▶ TASK INSTRUCTIONS
All entries below are to be duplicated verbatim.

▶ STORED DATA
┄┄┄┄┄┄┄┄┄┄┄┄┄┄┄┄┄┄┄┄
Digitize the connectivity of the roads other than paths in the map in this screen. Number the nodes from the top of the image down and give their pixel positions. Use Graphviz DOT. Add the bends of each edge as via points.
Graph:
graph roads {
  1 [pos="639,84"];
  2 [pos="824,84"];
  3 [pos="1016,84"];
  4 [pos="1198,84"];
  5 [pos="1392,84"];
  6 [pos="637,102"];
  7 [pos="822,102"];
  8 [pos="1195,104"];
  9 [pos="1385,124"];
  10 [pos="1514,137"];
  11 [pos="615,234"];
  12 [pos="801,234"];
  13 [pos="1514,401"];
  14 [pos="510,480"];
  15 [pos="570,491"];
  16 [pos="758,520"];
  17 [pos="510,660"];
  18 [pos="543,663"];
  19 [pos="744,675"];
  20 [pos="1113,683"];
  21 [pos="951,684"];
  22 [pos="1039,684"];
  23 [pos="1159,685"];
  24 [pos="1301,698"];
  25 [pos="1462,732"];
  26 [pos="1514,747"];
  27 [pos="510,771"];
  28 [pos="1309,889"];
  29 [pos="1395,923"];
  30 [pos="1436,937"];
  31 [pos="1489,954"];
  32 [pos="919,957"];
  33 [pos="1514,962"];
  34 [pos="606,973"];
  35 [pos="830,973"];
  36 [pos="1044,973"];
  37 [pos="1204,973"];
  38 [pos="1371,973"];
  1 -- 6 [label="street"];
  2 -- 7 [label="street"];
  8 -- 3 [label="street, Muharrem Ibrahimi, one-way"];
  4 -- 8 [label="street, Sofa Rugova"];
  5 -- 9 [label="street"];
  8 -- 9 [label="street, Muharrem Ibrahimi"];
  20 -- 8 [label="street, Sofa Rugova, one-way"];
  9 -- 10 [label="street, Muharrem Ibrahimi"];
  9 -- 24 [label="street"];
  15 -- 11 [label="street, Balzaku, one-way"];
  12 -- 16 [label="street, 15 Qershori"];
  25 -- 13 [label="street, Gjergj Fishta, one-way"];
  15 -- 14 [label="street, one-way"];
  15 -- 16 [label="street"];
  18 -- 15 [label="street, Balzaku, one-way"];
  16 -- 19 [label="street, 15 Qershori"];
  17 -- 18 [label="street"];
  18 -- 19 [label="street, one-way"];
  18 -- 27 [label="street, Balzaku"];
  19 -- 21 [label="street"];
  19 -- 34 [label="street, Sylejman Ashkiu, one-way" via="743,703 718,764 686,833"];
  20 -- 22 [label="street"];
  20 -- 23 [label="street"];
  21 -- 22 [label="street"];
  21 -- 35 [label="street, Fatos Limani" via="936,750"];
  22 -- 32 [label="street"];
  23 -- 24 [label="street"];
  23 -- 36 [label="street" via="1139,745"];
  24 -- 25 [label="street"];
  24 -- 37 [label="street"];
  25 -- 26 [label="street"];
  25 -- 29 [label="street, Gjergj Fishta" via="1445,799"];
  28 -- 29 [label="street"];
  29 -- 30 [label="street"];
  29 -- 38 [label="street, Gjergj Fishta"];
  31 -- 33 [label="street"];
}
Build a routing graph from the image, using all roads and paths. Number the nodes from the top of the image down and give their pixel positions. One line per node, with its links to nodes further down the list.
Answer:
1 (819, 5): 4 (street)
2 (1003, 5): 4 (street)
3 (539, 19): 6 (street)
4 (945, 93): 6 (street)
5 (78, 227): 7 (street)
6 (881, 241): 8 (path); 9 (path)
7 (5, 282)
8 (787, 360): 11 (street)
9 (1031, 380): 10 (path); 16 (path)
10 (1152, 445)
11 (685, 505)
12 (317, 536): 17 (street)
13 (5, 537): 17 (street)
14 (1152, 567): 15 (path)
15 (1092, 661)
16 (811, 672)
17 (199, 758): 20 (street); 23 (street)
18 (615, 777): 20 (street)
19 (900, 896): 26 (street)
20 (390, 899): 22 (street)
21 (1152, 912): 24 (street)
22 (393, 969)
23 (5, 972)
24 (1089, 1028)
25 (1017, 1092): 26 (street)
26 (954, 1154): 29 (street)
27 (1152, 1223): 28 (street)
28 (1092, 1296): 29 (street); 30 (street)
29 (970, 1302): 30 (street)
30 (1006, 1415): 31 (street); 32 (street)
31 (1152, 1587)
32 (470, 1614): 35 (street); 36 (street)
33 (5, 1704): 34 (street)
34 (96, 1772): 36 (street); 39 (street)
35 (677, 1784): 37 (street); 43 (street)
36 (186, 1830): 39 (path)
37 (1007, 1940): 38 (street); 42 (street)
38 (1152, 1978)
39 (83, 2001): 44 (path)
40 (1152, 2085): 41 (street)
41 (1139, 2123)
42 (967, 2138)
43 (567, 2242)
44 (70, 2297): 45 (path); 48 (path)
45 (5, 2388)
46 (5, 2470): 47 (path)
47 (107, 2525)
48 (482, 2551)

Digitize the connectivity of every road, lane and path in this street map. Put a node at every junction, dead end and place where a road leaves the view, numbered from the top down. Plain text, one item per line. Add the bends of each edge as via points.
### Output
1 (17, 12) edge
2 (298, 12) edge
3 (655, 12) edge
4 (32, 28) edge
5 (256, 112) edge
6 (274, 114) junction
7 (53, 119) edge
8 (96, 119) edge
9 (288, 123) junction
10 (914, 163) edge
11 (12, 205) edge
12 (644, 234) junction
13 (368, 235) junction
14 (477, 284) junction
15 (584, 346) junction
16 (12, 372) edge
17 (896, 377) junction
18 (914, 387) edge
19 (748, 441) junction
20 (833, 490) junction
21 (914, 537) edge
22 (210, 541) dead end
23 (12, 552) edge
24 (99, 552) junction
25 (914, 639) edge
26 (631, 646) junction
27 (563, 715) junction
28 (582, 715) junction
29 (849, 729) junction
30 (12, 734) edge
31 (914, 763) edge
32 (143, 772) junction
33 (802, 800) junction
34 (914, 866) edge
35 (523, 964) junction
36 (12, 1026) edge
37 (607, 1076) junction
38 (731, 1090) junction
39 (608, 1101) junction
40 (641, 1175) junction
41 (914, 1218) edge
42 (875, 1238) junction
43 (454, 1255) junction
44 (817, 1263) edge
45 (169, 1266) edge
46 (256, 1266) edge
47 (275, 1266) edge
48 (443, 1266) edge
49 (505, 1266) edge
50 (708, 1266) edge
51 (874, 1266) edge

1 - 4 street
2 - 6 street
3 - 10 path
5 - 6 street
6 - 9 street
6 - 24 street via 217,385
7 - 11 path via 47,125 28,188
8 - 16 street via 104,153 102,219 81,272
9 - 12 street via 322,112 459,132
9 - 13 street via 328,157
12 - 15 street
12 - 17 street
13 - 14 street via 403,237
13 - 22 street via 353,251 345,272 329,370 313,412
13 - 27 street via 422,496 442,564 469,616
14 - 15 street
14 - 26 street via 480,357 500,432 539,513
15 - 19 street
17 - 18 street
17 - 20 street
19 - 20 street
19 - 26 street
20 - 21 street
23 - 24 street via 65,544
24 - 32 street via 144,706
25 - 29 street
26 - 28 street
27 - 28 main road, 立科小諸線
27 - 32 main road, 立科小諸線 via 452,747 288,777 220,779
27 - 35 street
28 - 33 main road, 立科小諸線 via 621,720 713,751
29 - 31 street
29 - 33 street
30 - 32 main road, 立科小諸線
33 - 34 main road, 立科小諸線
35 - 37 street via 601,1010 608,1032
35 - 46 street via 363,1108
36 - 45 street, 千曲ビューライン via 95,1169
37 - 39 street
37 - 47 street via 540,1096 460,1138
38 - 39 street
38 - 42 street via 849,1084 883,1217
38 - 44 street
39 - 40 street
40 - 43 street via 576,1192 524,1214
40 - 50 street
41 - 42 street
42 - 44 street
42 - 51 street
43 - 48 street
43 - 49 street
┄┄┄┄┄┄┄┄┄┄┄┄┄┄┄┄┄┄┄┄
▶ PROBLEM SOLUTION
Digitize the connectivity of the roads other than paths in the map in this screen. Number the nodes from the top of the image down and give their pixel positions. Use Graphviz DOT. Add the bends of each edge as via points.
Graph:
graph roads {
  1 [pos="639,84"];
  2 [pos="824,84"];
  3 [pos="1016,84"];
  4 [pos="1198,84"];
  5 [pos="1392,84"];
  6 [pos="637,102"];
  7 [pos="822,102"];
  8 [pos="1195,104"];
  9 [pos="1385,124"];
  10 [pos="1514,137"];
  11 [pos="615,234"];
  12 [pos="801,234"];
  13 [pos="1514,401"];
  14 [pos="510,480"];
  15 [pos="570,491"];
  16 [pos="758,520"];
  17 [pos="510,660"];
  18 [pos="543,663"];
  19 [pos="744,675"];
  20 [pos="1113,683"];
  21 [pos="951,684"];
  22 [pos="1039,684"];
  23 [pos="1159,685"];
  24 [pos="1301,698"];
  25 [pos="1462,732"];
  26 [pos="1514,747"];
  27 [pos="510,771"];
  28 [pos="1309,889"];
  29 [pos="1395,923"];
  30 [pos="1436,937"];
  31 [pos="1489,954"];
  32 [pos="919,957"];
  33 [pos="1514,962"];
  34 [pos="606,973"];
  35 [pos="830,973"];
  36 [pos="1044,973"];
  37 [pos="1204,973"];
  38 [pos="1371,973"];
  1 -- 6 [label="street"];
  2 -- 7 [label="street"];
  8 -- 3 [label="street, Muharrem Ibrahimi, one-way"];
  4 -- 8 [label="street, Sofa Rugova"];
  5 -- 9 [label="street"];
  8 -- 9 [label="street, Muharrem Ibrahimi"];
  20 -- 8 [label="street, Sofa Rugova, one-way"];
  9 -- 10 [label="street, Muharrem Ibrahimi"];
  9 -- 24 [label="street"];
  15 -- 11 [label="street, Balzaku, one-way"];
  12 -- 16 [label="street, 15 Qershori"];
  25 -- 13 [label="street, Gjergj Fishta, one-way"];
  15 -- 14 [label="street, one-way"];
  15 -- 16 [label="street"];
  18 -- 15 [label="street, Balzaku, one-way"];
  16 -- 19 [label="street, 15 Qershori"];
  17 -- 18 [label="street"];
  18 -- 19 [label="street, one-way"];
  18 -- 27 [label="street, Balzaku"];
  19 -- 21 [label="street"];
  19 -- 34 [label="street, Sylejman Ashkiu, one-way" via="743,703 718,764 686,833"];
  20 -- 22 [label="street"];
  20 -- 23 [label="street"];
  21 -- 22 [label="street"];
  21 -- 35 [label="street, Fatos Limani" via="936,750"];
  22 -- 32 [label="street"];
  23 -- 24 [label="street"];
  23 -- 36 [label="street" via="1139,745"];
  24 -- 25 [label="street"];
  24 -- 37 [label="street"];
  25 -- 26 [label="street"];
  25 -- 29 [label="street, Gjergj Fishta" via="1445,799"];
  28 -- 29 [label="street"];
  29 -- 30 [label="street"];
  29 -- 38 [label="street, Gjergj Fishta"];
  31 -- 33 [label="street"];
}
Build a routing graph from the image, using all roads and paths. Number the nodes from the top of the image down and give their pixel positions. One line per node, with its links to nodes further down the list.
Answer:
1 (819, 5): 4 (street)
2 (1003, 5): 4 (street)
3 (539, 19): 6 (street)
4 (945, 93): 6 (street)
5 (78, 227): 7 (street)
6 (881, 241): 8 (path); 9 (path)
7 (5, 282)
8 (787, 360): 11 (street)
9 (1031, 380): 10 (path); 16 (path)
10 (1152, 445)
11 (685, 505)
12 (317, 536): 17 (street)
13 (5, 537): 17 (street)
14 (1152, 567): 15 (path)
15 (1092, 661)
16 (811, 672)
17 (199, 758): 20 (street); 23 (street)
18 (615, 777): 20 (street)
19 (900, 896): 26 (street)
20 (390, 899): 22 (street)
21 (1152, 912): 24 (street)
22 (393, 969)
23 (5, 972)
24 (1089, 1028)
25 (1017, 1092): 26 (street)
26 (954, 1154): 29 (street)
27 (1152, 1223): 28 (street)
28 (1092, 1296): 29 (street); 30 (street)
29 (970, 1302): 30 (street)
30 (1006, 1415): 31 (street); 32 (street)
31 (1152, 1587)
32 (470, 1614): 35 (street); 36 (street)
33 (5, 1704): 34 (street)
34 (96, 1772): 36 (street); 39 (street)
35 (677, 1784): 37 (street); 43 (street)
36 (186, 1830): 39 (path)
37 (1007, 1940): 38 (street); 42 (street)
38 (1152, 1978)
39 (83, 2001): 44 (path)
40 (1152, 2085): 41 (street)
41 (1139, 2123)
42 (967, 2138)
43 (567, 2242)
44 (70, 2297): 45 (path); 48 (path)
45 (5, 2388)
46 (5, 2470): 47 (path)
47 (107, 2525)
48 (482, 2551)

Digitize the connectivity of every road, lane and path in this street map. Put a node at every junction, dead end and place where a road leaves the view, numbered from the top down. Plain text, one item per line. Add the bends of each edge as via points.
### Output
1 (17, 12) edge
2 (298, 12) edge
3 (655, 12) edge
4 (32, 28) edge
5 (256, 112) edge
6 (274, 114) junction
7 (53, 119) edge
8 (96, 119) edge
9 (288, 123) junction
10 (914, 163) edge
11 (12, 205) edge
12 (644, 234) junction
13 (368, 235) junction
14 (477, 284) junction
15 (584, 346) junction
16 (12, 372) edge
17 (896, 377) junction
18 (914, 387) edge
19 (748, 441) junction
20 (833, 490) junction
21 (914, 537) edge
22 (210, 541) dead end
23 (12, 552) edge
24 (99, 552) junction
25 (914, 639) edge
26 (631, 646) junction
27 (563, 715) junction
28 (582, 715) junction
29 (849, 729) junction
30 (12, 734) edge
31 (914, 763) edge
32 (143, 772) junction
33 (802, 800) junction
34 (914, 866) edge
35 (523, 964) junction
36 (12, 1026) edge
37 (607, 1076) junction
38 (731, 1090) junction
39 (608, 1101) junction
40 (641, 1175) junction
41 (914, 1218) edge
42 (875, 1238) junction
43 (454, 1255) junction
44 (817, 1263) edge
45 (169, 1266) edge
46 (256, 1266) edge
47 (275, 1266) edge
48 (443, 1266) edge
49 (505, 1266) edge
50 (708, 1266) edge
51 (874, 1266) edge

1 - 4 street
2 - 6 street
3 - 10 path
5 - 6 street
6 - 9 street
6 - 24 street via 217,385
7 - 11 path via 47,125 28,188
8 - 16 street via 104,153 102,219 81,272
9 - 12 street via 322,112 459,132
9 - 13 street via 328,157
12 - 15 street
12 - 17 street
13 - 14 street via 403,237
13 - 22 street via 353,251 345,272 329,370 313,412
13 - 27 street via 422,496 442,564 469,616
14 - 15 street
14 - 26 street via 480,357 500,432 539,513
15 - 19 street
17 - 18 street
17 - 20 street
19 - 20 street
19 - 26 street
20 - 21 street
23 - 24 street via 65,544
24 - 32 street via 144,706
25 - 29 street
26 - 28 street
27 - 28 main road, 立科小諸線
27 - 32 main road, 立科小諸線 via 452,747 288,777 220,779
27 - 35 street
28 - 33 main road, 立科小諸線 via 621,720 713,751
29 - 31 street
29 - 33 street
30 - 32 main road, 立科小諸線
33 - 34 main road, 立科小諸線
35 - 37 street via 601,1010 608,1032
35 - 46 street via 363,1108
36 - 45 street, 千曲ビューライン via 95,1169
37 - 39 street
37 - 47 street via 540,1096 460,1138
38 - 39 street
38 - 42 street via 849,1084 883,1217
38 - 44 street
39 - 40 street
40 - 43 street via 576,1192 524,1214
40 - 50 street
41 - 42 street
42 - 44 street
42 - 51 street
43 - 48 street
43 - 49 street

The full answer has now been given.